Prompt: Leaving out the images, please output every entry exactly as it appears.

Records supplied:
########################################

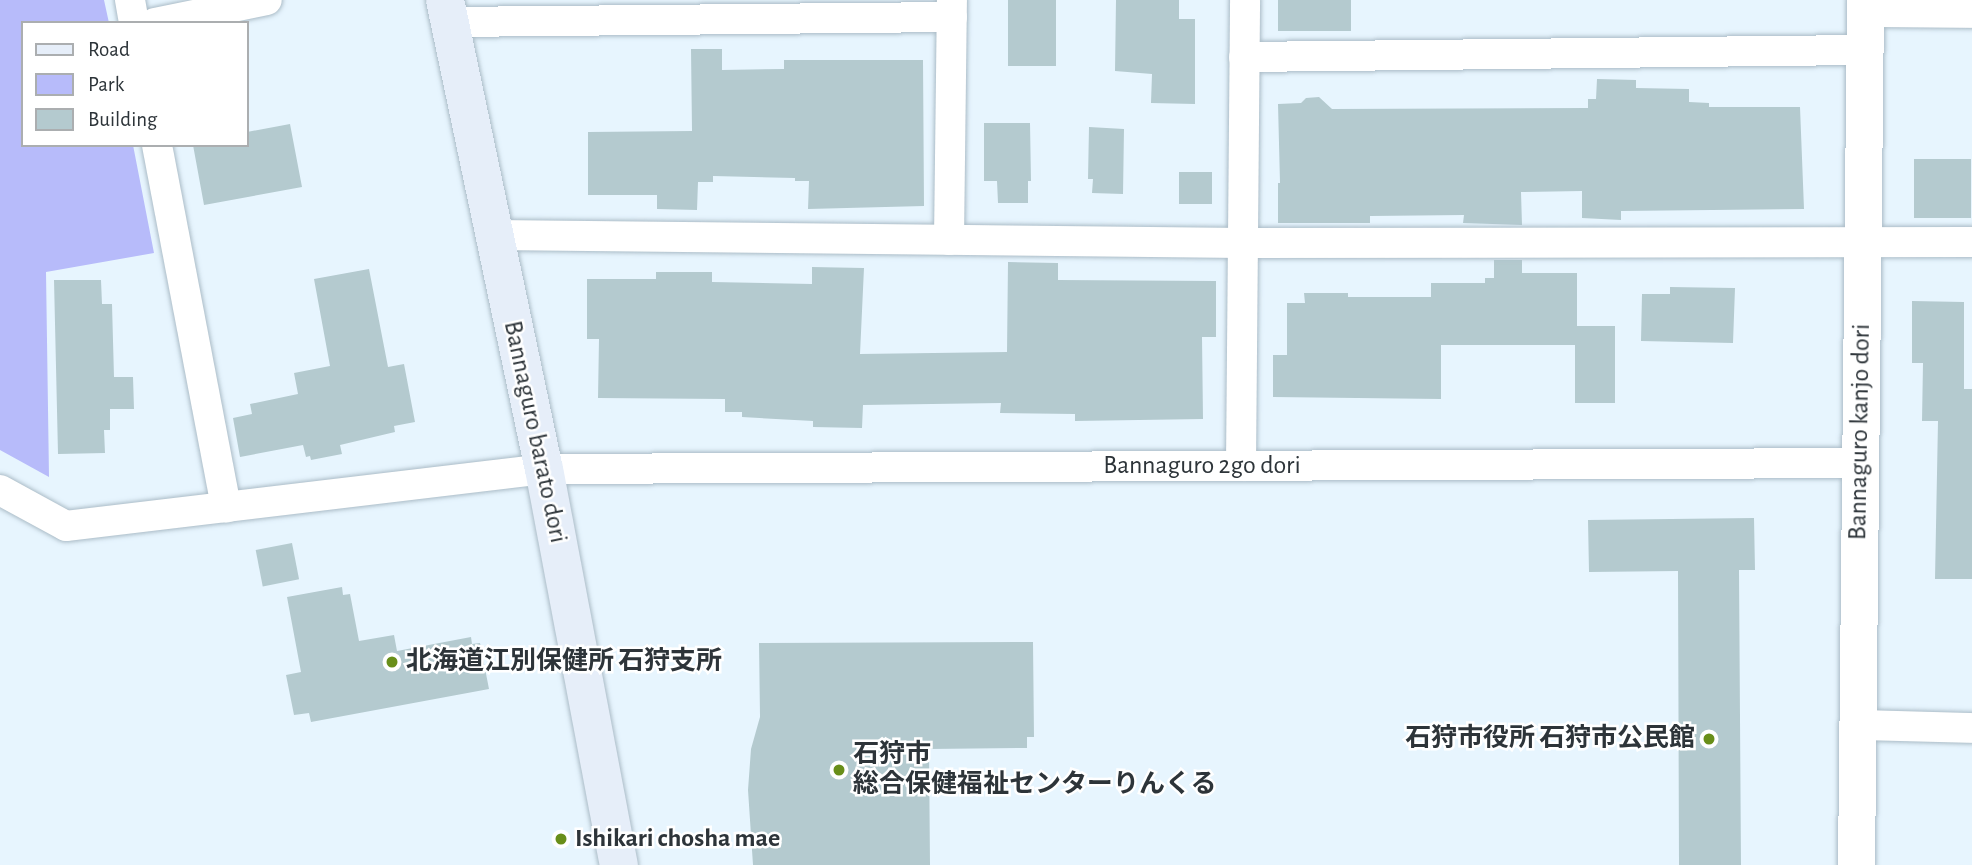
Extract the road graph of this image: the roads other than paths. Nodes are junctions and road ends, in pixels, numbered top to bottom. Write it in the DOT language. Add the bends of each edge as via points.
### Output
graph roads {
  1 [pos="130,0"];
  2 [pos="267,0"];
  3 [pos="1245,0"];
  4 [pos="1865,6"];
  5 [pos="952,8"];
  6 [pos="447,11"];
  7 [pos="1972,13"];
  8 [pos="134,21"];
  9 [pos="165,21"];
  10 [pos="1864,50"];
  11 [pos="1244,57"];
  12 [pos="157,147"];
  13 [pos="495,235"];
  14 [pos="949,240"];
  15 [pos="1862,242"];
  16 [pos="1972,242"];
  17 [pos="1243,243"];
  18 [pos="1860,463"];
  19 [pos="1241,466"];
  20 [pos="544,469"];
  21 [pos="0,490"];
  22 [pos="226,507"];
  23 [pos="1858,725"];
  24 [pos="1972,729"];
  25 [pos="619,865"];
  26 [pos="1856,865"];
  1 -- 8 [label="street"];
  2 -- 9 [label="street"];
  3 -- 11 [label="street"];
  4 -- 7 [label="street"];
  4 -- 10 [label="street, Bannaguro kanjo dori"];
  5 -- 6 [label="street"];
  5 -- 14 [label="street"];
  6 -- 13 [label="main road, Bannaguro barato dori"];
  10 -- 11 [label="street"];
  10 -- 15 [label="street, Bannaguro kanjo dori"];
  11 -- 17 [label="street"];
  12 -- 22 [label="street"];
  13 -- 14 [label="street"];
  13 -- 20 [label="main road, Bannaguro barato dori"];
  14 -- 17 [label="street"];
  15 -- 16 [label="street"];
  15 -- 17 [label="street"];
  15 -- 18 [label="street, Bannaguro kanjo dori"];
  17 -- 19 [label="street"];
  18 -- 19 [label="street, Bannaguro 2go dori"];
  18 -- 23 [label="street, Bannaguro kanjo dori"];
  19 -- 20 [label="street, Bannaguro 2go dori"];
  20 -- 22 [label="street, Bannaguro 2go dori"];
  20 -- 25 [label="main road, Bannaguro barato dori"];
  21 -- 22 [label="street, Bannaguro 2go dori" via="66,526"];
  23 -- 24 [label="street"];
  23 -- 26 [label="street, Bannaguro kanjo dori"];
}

########################################

Answer to this exercise:
Extract the road graph of this image: the roads other than paths. Nodes are junctions and road ends, in pixels, numbered top to bottom. Write it in the DOT language. Add the bends of each edge as via points.
### Output
graph roads {
  1 [pos="130,0"];
  2 [pos="267,0"];
  3 [pos="1245,0"];
  4 [pos="1865,6"];
  5 [pos="952,8"];
  6 [pos="447,11"];
  7 [pos="1972,13"];
  8 [pos="134,21"];
  9 [pos="165,21"];
  10 [pos="1864,50"];
  11 [pos="1244,57"];
  12 [pos="157,147"];
  13 [pos="495,235"];
  14 [pos="949,240"];
  15 [pos="1862,242"];
  16 [pos="1972,242"];
  17 [pos="1243,243"];
  18 [pos="1860,463"];
  19 [pos="1241,466"];
  20 [pos="544,469"];
  21 [pos="0,490"];
  22 [pos="226,507"];
  23 [pos="1858,725"];
  24 [pos="1972,729"];
  25 [pos="619,865"];
  26 [pos="1856,865"];
  1 -- 8 [label="street"];
  2 -- 9 [label="street"];
  3 -- 11 [label="street"];
  4 -- 7 [label="street"];
  4 -- 10 [label="street, Bannaguro kanjo dori"];
  5 -- 6 [label="street"];
  5 -- 14 [label="street"];
  6 -- 13 [label="main road, Bannaguro barato dori"];
  10 -- 11 [label="street"];
  10 -- 15 [label="street, Bannaguro kanjo dori"];
  11 -- 17 [label="street"];
  12 -- 22 [label="street"];
  13 -- 14 [label="street"];
  13 -- 20 [label="main road, Bannaguro barato dori"];
  14 -- 17 [label="street"];
  15 -- 16 [label="street"];
  15 -- 17 [label="street"];
  15 -- 18 [label="street, Bannaguro kanjo dori"];
  17 -- 19 [label="street"];
  18 -- 19 [label="street, Bannaguro 2go dori"];
  18 -- 23 [label="street, Bannaguro kanjo dori"];
  19 -- 20 [label="street, Bannaguro 2go dori"];
  20 -- 22 [label="street, Bannaguro 2go dori"];
  20 -- 25 [label="main road, Bannaguro barato dori"];
  21 -- 22 [label="street, Bannaguro 2go dori" via="66,526"];
  23 -- 24 [label="street"];
  23 -- 26 [label="street, Bannaguro kanjo dori"];
}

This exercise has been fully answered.